RECORDS SUPPLIED –
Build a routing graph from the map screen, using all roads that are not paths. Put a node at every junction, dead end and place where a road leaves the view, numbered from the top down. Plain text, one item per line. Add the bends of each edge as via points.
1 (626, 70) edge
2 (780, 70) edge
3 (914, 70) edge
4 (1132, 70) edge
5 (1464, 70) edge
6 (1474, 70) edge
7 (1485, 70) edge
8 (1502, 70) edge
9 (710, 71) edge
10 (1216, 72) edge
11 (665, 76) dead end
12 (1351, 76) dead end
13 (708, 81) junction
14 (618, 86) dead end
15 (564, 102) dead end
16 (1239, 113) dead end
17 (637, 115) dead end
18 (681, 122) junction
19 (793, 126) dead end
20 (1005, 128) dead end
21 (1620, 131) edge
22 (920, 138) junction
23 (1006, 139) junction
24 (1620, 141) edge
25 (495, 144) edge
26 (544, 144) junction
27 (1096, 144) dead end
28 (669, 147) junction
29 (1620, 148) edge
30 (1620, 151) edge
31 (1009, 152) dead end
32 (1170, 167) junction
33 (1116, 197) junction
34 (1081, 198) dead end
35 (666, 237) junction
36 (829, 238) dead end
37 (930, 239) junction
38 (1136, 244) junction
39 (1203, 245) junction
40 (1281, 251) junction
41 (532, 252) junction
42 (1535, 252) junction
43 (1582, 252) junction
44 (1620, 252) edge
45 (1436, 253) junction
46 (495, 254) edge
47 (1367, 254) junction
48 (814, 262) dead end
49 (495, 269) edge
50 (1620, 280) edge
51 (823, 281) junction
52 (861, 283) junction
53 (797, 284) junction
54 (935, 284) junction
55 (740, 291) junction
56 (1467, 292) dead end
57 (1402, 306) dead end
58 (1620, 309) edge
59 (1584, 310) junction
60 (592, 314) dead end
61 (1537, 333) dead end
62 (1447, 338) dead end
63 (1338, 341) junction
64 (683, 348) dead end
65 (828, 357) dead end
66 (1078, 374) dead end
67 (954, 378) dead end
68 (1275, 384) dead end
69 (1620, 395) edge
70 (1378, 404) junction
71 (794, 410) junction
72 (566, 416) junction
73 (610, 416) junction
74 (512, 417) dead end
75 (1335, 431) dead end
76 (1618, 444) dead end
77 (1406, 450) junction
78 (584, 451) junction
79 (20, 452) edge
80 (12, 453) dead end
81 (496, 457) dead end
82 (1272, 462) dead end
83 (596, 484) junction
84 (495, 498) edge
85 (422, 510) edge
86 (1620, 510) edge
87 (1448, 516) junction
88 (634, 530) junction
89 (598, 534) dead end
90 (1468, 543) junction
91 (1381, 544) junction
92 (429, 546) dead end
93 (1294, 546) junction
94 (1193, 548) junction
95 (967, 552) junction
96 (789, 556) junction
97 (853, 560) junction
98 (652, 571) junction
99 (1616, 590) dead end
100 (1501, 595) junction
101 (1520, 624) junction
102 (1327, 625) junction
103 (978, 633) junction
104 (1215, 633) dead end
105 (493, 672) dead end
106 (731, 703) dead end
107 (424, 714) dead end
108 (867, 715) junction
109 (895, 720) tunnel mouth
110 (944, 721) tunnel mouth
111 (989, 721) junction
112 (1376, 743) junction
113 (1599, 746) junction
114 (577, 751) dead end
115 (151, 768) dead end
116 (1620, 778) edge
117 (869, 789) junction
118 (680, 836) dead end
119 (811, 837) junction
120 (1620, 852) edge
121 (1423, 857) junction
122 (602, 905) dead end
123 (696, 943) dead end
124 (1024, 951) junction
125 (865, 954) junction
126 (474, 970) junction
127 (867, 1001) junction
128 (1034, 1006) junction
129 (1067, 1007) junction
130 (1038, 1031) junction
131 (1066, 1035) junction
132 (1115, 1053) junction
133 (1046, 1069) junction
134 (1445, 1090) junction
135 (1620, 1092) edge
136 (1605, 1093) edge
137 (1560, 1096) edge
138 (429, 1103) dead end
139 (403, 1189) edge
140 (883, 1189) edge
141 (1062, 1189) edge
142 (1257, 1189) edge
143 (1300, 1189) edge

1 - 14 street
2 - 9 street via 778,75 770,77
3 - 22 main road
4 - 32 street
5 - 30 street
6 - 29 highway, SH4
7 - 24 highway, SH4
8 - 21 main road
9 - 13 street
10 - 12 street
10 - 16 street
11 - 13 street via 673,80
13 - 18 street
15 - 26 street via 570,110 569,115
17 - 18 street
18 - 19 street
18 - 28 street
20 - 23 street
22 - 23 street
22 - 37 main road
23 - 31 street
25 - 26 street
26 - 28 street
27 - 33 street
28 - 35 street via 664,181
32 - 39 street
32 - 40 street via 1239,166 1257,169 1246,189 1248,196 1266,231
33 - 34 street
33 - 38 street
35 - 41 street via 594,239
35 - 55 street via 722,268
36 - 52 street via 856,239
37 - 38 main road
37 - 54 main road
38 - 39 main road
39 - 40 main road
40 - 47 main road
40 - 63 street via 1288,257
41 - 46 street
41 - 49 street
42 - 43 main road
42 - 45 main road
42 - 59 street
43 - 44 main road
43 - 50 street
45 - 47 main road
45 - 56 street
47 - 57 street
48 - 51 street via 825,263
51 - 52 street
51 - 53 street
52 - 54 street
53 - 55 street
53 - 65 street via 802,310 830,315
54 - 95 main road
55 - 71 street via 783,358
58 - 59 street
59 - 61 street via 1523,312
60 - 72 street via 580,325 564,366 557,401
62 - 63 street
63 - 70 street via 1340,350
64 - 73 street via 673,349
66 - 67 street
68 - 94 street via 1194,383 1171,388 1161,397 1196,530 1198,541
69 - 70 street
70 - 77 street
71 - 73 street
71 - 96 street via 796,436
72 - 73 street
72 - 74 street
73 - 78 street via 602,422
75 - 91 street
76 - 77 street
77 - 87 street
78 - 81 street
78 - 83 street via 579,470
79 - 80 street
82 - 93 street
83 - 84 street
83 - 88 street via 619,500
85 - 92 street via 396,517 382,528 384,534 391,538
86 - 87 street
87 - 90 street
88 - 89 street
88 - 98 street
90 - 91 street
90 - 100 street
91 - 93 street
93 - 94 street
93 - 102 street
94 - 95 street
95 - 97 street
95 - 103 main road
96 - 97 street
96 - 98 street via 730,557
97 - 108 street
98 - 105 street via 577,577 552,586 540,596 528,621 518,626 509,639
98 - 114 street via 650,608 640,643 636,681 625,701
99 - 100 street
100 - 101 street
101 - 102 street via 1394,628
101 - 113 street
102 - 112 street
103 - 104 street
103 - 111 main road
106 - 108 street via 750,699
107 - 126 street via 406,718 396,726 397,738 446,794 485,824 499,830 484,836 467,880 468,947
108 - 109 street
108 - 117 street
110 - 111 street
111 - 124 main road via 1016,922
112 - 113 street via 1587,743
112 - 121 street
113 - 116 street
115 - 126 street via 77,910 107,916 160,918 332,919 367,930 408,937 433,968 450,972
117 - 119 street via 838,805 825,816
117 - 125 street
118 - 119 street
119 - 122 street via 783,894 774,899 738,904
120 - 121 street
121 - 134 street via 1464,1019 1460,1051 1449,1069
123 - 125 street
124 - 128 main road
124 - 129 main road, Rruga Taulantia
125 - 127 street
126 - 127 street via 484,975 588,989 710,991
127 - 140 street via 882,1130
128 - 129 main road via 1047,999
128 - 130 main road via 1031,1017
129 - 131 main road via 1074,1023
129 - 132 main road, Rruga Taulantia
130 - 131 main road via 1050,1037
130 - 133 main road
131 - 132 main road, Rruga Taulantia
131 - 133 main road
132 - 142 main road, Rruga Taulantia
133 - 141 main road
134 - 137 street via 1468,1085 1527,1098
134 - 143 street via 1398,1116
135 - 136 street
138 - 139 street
--
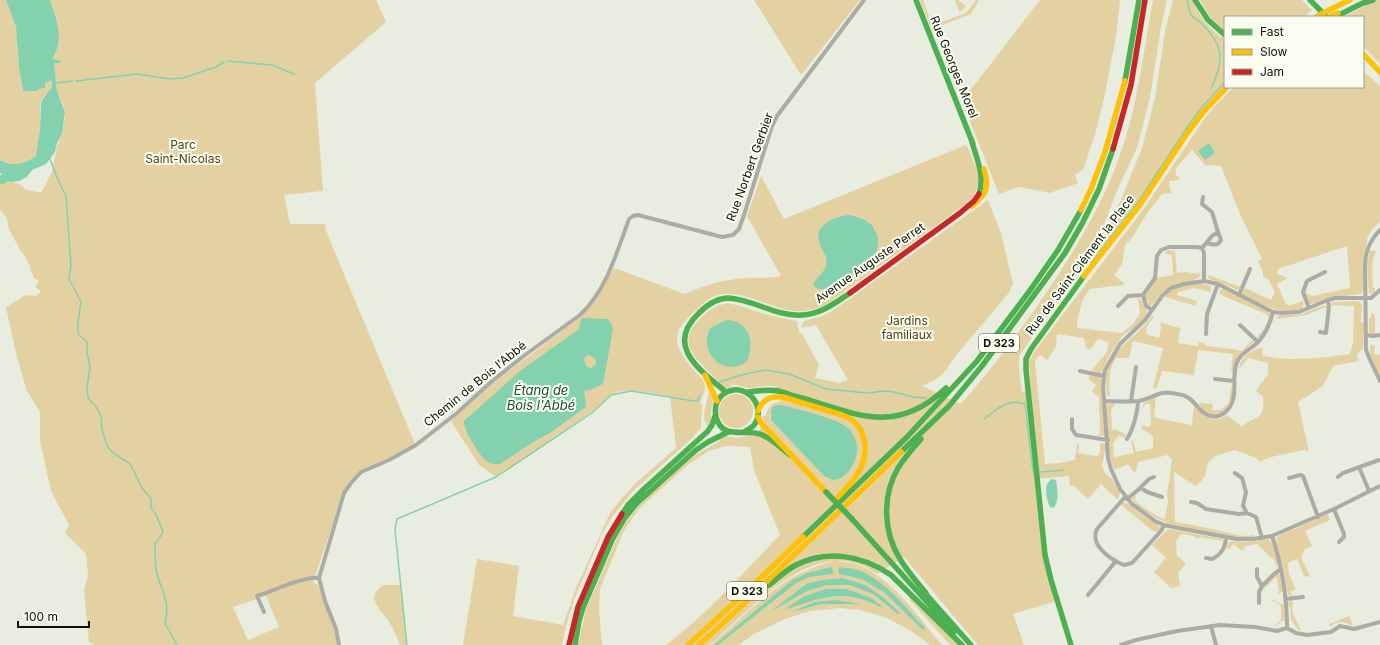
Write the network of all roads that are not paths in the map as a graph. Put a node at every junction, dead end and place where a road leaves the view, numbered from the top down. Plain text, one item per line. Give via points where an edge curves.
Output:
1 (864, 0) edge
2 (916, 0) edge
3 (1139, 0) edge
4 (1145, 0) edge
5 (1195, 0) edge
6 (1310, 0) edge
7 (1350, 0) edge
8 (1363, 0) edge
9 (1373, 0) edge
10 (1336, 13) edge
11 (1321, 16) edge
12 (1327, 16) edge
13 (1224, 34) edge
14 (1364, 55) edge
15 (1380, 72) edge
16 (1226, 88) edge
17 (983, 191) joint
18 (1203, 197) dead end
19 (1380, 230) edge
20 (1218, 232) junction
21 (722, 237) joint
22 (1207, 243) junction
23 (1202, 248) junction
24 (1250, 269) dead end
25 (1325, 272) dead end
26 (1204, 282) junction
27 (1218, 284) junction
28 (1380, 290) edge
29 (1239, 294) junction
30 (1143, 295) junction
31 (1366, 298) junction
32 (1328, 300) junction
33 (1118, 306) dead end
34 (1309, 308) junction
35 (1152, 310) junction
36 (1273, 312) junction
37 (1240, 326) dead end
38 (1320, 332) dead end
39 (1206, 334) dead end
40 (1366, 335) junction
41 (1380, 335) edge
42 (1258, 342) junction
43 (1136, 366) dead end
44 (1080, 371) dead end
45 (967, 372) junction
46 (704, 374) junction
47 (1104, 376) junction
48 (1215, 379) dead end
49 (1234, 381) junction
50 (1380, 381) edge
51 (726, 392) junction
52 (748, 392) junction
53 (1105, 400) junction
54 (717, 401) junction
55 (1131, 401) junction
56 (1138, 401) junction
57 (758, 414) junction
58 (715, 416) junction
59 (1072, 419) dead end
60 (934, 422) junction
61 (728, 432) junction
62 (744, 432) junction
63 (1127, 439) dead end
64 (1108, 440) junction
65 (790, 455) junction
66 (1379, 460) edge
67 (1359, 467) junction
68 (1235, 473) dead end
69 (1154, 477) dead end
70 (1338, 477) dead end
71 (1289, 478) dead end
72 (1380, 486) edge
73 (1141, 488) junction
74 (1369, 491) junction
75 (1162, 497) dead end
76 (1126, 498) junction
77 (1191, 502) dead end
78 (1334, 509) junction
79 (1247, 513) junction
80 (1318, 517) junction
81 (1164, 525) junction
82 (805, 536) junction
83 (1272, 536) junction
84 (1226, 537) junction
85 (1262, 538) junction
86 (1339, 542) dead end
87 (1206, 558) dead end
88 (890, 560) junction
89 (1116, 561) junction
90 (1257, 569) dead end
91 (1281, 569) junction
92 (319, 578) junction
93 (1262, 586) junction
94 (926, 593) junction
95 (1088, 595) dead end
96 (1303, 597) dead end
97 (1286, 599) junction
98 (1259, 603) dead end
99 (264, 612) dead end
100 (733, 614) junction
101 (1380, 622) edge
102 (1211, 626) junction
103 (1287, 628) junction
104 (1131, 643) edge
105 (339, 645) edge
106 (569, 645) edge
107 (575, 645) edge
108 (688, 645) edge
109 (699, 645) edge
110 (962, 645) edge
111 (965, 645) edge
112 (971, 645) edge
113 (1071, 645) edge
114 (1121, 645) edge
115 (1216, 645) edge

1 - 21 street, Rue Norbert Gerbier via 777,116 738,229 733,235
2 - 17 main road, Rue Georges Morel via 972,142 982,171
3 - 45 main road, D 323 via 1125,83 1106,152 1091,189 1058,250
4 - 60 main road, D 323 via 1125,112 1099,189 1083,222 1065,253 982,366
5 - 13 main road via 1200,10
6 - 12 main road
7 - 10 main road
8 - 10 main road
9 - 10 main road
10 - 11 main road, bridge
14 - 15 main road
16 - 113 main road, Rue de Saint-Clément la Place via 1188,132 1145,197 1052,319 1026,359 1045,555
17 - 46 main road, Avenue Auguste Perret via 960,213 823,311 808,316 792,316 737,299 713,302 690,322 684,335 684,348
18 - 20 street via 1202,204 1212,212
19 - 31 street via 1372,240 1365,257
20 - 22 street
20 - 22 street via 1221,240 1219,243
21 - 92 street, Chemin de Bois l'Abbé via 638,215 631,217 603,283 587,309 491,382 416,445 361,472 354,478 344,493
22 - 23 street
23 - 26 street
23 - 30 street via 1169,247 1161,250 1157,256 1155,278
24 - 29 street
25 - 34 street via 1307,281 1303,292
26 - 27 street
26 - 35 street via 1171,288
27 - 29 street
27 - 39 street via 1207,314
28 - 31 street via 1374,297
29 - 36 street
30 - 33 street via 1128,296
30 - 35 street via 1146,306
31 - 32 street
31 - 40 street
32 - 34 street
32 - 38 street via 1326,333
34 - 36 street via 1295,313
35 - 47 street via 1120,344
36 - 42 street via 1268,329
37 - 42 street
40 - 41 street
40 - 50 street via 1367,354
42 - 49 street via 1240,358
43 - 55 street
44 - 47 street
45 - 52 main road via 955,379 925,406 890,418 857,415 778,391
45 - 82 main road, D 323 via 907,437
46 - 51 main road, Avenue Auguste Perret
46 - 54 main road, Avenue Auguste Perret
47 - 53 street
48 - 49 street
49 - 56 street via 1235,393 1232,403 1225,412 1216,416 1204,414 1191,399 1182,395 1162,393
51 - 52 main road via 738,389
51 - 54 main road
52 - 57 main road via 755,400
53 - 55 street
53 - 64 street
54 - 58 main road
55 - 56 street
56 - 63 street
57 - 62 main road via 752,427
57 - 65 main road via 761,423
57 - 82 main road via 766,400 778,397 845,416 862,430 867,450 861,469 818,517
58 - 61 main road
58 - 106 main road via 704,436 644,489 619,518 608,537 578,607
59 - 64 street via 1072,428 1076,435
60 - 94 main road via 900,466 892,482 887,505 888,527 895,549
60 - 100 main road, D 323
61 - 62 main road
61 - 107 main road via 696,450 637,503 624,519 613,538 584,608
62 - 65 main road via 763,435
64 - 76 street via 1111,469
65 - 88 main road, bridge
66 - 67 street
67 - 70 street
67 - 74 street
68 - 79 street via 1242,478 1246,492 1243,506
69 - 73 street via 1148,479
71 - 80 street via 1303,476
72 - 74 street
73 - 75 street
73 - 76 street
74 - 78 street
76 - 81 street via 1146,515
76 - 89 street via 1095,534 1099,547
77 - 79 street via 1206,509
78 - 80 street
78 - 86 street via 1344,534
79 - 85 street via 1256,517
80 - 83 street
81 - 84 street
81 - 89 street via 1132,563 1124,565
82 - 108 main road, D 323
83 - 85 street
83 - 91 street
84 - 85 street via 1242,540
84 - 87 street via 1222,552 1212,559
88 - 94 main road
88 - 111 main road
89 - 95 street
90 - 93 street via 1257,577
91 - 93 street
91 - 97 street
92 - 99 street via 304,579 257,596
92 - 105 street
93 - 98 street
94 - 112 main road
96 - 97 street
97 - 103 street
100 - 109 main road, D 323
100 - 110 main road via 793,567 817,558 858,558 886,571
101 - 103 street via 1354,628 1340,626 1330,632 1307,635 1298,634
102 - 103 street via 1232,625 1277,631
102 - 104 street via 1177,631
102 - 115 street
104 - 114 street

WORK REQUEST – Check each line of the listing above for the string "view", and report how many lines contain it, as a number alone.

SOLUTION TO THIS PROBLEM – 2